The long-term prospects for artificial intelligence-linked semiconductors is making Morgan Stanley even more bullish about chip stocks in Greater China, Japan and South Korea.
The US broker upgraded the sector in China to attractive from in-line and lifted price targets for Korea’s Samsung Electronics Co. and SK Hynix Inc. Japan’s chip sector was also raised to attractive from in-line, with Disco Corp. climbing to overweight.
“We expect tech deflation — price elasticity — coupled with secular AI semi demand will together trigger the next logic semi upcycle,” Morgan Stanley analysts including Charlie Chan wrote in a July 6 note. “Historically, the reversion of semi inventory days is a strong signal” for stock price appreciation, they added.
Global sales data reported by the Semiconductor Industry Association for May showed signs of bottoming out, with revenue rising 1.7% from April, according to a note from Nomura Holdings Inc.
Morgan Stanley is expanding its bullish view on the region’s chipmakers after having upgraded some names in South Korea and Taiwan back in October.

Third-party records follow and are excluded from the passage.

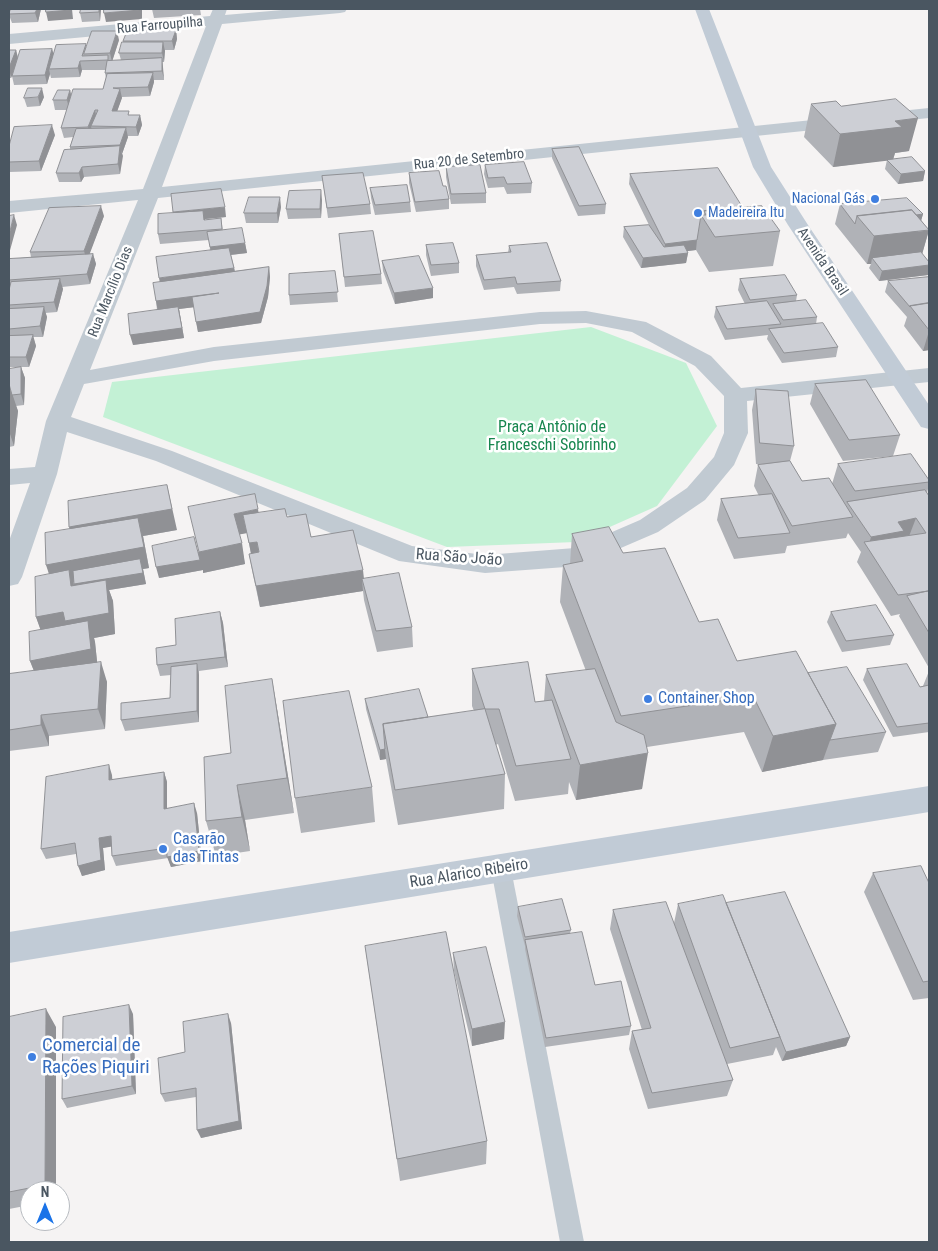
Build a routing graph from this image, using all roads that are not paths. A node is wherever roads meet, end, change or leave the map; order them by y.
1 (340, 9) edge
2 (702, 9) edge
3 (218, 15) edge
4 (9, 39) edge
5 (929, 113) edge
6 (747, 129) junction
7 (150, 194) junction
8 (9, 207) edge
9 (929, 375) edge
10 (900, 378) junction
11 (76, 379) junction
12 (735, 395) junction
13 (58, 421) junction
14 (929, 422) edge
15 (45, 474) junction
16 (9, 477) edge
17 (9, 577) edge
18 (929, 800) edge
19 (501, 869) junction
20 (9, 948) edge
21 (572, 1242) edge

1 - 3 street, Rua Farroupilha
2 - 6 main road, Avenida Brasil
3 - 4 street, Rua Farroupilha
3 - 7 street, Rua Marcílio Dias
5 - 6 street, Rua 20 de Setembro
6 - 7 street, Rua 20 de Setembro
6 - 10 main road, Avenida Brasil
7 - 8 street, Rua 20 de Setembro
7 - 11 street, Rua Marcílio Dias
9 - 10 street
10 - 12 street
10 - 14 main road, Avenida Brasil
11 - 12 street
11 - 13 street, Rua Marcílio Dias
12 - 13 street, Rua São João
13 - 15 street, Rua Marcílio Dias
15 - 16 street
15 - 17 street, Rua Marcílio Dias
18 - 19 main road, Rua Alarico Ribeiro
19 - 20 main road, Rua Alarico Ribeiro
19 - 21 lane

Since then, chip gauges in both nations have surged more than 27%.
The firm said it had seen a rush of orders over the past two weeks for AI semiconductors, revising up earnings for players such as Taiwan Semiconductor Manufacturing Co. and recommending that investors participate in a smartphone recovery. Will Semiconductor Co. was upgraded to overweight.
In a separate note, analysts including Shawn Kim said Korea’s memory chipmakers were set to benefit from a growth of nearly 10 times in the DRAM market to $19 billion over the next four years. SK Hynix was their top pick.
The firm’s bullish view came before Samsung announced its worst quarterly revenue since at least 2009.
“We are likely to see EPS power expectations meaningfully raised over the coming years behind the emergence of high bandwidth memory and accelerating demand for AI servers,” Kim wrote.
(Updates with Samsung’s earnings results in penultimate paragraph.)